After a long while Jack returned. I showed him the speargun. “It’s perfectly fine,” he said. A moment later he had it loaded. Damn, I need to figure this out.
“Did you get any fish?” I asked him.
“A couple. Inside the boat.”
I looked in the dinghy and found several large parrotfish and an enormous fish with a head the size of a tire. Jack was particularly proud of it, called an uloua in Hawaiian, a large trevally. He was not satisfied that I’d come up empty-handed on my first spearfishing odyssey and he insisted that I go down again and shoot something.
I found an unsuspecting parrotfish and fired, again burying the spear tip into a coral bank, but this time about fifteen feet down. I pulled on the spear a moment, then floated up a few feet and pulled on the tether, then floated up a few feet more until I was upside down and nowhere near the surface of the water. I floated there a moment gazing up at the rich oxygen above the surface and wishing I could get some but reluctant to let go of the speargun’s tether. I finally had to let go of the gun, popping up the surface with a mighty gasp. Jack dove down without a word and quietly retrieved the abandoned speargun.
I was feeling rather ridiculous at this point.
Meanwhile, Dustin appeared with his third giant clam.
Jack urged me to try once more. I was freezing cold by this time, furious with my retarded swim fins, and wanted to go home. I fired again at a parrotfish and this time got lucky. I pulled the little guy up to the surface and felt like the Great White Hunter. Next to the trevally with the tire-sized head my parrot fish was nearly invisible.

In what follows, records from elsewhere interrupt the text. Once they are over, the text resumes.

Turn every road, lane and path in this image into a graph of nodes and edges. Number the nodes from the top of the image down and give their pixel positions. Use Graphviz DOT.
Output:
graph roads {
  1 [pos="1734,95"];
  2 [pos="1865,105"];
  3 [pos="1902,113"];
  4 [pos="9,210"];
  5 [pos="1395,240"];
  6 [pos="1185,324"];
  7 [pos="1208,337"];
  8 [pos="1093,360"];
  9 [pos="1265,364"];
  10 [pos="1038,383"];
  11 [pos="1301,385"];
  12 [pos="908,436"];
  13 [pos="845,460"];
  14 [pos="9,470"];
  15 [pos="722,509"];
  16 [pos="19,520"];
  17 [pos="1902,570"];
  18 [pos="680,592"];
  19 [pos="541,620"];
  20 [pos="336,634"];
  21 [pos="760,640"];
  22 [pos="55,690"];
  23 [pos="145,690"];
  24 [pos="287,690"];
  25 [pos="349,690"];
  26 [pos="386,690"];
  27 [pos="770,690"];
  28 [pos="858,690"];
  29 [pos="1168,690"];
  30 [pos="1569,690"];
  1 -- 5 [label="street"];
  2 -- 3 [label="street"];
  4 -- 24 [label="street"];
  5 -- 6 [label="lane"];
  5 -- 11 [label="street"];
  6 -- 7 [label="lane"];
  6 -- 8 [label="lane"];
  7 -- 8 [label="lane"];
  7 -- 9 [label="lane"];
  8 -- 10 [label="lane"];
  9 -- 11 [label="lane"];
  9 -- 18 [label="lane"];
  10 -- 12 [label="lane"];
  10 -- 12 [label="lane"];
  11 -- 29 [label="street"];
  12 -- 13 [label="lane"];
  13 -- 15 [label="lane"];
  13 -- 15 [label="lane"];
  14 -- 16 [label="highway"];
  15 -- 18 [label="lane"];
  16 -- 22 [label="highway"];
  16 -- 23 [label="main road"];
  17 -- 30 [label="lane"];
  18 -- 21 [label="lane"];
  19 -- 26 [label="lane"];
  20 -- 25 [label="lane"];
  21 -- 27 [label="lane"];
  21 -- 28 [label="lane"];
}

“Your first kill,” Jack intoned. “Not bad.” He paused and then pointed. “Look down here. See that grouper?”
I looked into the depths where Jack was pointing. I saw a few angelfish and triggerfish but no grouper. Besides, I didn’t quite know what a grouper looked like.
Jack continued to point. I looked again and saw nothing. He pointed again. It was beginning to feel like a bad comedy. I decided to dive down once more and have a closer look.
About fifteen feet down I came upon a beautifully fat purple fish covered with plump black dots. It was love at first site.
I fired at the grouper and then pulled on the tether to see if there was anything like a grouper attached to it. Miraculously the spear did not go into a coral bed. It went right through the head of my cartilaginous prey.
“Great shot!” exclaimed Jack. “Way to go! Let’s call it a day.” With chattering teeth I agreed and clambered aboard the dinghy. The dark-purple grouper was the second largest fish in the dinghy, next to the big trevally. Ah, sweet redemption for an ex-trout farmer.
That evening we enjoyed a fantastic feast aboard Pamela. Dustin marinated his clams in a Hawaiian poke sauce and served them with great panache. Jack provided a grouper and a couple parrotfish which Pam sautéed alongside my grouper in a coconut-cream sauce. Pam topped it all off with a loaf of fresh-baked bread made from olives and herbes de Provence.
As I lightly strummed my guitar and sipped white wine I reflected on the spearfishing that Dustin, Jack, and I had done and the bounty of fresh fish we had provided for our table, feeling perfect contentment. The winds died down to a whisper, the sky turned pink, and the developed world seemed like a million miles away.